- Task objective
The word "nodes" occurs in some of the lines below; copy each of those lines.

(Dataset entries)
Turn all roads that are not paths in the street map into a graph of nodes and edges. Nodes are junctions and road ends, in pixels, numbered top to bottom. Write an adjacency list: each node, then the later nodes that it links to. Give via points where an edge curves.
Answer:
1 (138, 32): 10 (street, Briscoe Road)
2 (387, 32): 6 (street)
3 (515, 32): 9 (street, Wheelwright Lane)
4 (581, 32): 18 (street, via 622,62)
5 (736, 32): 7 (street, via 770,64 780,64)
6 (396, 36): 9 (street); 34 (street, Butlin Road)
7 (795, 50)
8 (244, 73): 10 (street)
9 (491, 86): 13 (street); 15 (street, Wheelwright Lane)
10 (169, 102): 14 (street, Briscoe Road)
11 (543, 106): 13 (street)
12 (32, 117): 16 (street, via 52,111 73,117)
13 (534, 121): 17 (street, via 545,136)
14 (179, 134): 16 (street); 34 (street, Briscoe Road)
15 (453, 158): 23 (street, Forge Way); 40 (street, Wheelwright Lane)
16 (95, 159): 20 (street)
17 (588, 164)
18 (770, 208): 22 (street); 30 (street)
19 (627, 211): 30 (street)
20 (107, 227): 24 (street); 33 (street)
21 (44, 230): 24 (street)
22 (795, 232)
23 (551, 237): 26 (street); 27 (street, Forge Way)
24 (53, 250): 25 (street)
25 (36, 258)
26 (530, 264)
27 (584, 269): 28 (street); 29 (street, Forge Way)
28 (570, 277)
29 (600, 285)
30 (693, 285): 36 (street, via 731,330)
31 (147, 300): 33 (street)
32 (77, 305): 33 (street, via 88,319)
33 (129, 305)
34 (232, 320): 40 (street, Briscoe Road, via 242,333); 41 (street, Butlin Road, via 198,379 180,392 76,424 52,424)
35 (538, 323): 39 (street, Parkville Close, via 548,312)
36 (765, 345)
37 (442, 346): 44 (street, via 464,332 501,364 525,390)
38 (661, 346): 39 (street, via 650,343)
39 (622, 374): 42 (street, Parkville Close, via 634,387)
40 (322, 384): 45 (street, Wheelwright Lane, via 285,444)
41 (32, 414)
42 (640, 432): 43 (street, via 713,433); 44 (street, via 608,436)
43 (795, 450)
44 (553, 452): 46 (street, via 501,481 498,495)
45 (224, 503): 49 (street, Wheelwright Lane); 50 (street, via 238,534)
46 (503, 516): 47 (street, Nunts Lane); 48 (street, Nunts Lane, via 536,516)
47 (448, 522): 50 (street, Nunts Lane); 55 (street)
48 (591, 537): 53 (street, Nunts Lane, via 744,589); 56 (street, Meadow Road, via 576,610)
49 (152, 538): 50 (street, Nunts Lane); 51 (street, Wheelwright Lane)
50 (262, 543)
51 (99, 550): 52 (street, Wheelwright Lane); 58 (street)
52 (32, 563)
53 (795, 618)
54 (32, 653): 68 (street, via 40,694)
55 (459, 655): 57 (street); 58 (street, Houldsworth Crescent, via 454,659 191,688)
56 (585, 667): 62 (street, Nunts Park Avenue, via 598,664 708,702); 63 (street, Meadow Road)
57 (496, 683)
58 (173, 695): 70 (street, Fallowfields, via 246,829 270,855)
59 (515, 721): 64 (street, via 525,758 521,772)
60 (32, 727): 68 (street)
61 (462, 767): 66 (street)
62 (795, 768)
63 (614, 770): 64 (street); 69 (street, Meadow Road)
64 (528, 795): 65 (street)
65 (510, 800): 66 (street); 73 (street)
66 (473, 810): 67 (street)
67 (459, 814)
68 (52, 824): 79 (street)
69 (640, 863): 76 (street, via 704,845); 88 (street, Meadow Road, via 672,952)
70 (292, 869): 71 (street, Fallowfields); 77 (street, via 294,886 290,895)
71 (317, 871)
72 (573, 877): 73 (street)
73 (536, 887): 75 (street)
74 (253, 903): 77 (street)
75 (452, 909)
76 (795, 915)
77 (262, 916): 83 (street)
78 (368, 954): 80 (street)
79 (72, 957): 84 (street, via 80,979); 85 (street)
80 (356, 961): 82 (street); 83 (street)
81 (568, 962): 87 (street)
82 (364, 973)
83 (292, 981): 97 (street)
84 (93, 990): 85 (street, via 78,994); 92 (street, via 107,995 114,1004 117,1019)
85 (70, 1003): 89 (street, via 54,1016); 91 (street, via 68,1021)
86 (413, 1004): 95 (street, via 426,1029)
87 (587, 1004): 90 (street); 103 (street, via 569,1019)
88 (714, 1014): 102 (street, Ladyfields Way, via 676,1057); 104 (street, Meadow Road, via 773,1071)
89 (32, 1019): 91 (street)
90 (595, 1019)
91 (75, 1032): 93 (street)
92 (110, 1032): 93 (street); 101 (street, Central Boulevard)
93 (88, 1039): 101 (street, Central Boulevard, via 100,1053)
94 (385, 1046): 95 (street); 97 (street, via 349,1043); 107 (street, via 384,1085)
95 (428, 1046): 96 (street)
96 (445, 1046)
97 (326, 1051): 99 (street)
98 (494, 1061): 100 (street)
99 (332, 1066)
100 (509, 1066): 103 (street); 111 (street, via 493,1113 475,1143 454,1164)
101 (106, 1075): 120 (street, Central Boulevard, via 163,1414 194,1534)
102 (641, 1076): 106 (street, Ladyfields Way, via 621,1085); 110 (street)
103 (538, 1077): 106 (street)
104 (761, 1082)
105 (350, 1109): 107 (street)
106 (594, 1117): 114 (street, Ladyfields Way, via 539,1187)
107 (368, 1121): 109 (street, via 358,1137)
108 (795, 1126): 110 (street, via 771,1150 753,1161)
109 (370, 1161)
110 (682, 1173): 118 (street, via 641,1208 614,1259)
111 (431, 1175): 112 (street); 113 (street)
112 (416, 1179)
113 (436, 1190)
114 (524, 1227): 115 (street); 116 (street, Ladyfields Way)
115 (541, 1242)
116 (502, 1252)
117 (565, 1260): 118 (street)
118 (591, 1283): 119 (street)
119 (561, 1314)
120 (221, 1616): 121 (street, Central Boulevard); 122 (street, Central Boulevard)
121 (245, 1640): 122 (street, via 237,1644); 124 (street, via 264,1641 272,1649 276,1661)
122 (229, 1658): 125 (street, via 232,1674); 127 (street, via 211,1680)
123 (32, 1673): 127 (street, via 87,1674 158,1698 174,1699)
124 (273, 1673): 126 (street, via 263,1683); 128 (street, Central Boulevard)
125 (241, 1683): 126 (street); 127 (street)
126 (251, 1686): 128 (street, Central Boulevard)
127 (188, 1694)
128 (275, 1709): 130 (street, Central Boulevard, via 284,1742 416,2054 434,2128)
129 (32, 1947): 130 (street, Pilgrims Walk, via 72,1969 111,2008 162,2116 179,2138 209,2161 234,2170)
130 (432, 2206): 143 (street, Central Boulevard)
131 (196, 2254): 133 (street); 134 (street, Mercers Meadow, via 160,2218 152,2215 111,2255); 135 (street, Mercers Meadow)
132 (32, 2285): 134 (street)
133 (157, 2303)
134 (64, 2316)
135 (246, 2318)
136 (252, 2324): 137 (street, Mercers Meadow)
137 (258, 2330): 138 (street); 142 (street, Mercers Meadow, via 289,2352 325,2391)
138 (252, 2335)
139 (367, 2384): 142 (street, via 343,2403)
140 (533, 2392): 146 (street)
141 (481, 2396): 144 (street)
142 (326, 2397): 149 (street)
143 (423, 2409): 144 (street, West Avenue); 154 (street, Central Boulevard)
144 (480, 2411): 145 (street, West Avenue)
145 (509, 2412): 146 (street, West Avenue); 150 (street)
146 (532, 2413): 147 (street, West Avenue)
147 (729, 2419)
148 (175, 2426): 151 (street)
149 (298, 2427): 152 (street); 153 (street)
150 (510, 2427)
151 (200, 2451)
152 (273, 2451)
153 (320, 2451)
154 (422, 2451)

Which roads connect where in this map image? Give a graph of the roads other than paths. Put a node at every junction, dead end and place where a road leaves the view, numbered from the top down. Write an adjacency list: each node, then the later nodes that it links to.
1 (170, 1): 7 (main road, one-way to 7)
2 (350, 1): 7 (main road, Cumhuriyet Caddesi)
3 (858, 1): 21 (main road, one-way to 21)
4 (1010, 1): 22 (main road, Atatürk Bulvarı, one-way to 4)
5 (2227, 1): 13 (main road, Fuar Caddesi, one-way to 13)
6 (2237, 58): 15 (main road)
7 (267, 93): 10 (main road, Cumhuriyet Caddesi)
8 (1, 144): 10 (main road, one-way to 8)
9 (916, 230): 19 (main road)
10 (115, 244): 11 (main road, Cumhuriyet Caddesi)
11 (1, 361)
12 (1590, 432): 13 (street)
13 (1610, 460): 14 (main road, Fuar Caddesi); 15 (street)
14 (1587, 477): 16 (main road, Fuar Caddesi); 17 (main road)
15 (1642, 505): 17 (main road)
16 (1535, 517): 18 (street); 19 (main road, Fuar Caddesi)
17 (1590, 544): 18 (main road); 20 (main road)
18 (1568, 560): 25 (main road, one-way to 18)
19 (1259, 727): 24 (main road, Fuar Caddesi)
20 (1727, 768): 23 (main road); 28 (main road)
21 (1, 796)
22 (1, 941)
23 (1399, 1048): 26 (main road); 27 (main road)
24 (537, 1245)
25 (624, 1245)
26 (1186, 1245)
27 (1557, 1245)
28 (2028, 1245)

- Response to this task
Turn all roads that are not paths in the street map into a graph of nodes and edges. Nodes are junctions and road ends, in pixels, numbered top to bottom. Write an adjacency list: each node, then the later nodes that it links to. Give via points where an edge curves.
Which roads connect where in this map image? Give a graph of the roads other than paths. Put a node at every junction, dead end and place where a road leaves the view, numbered from the top down. Write an adjacency list: each node, then the later nodes that it links to.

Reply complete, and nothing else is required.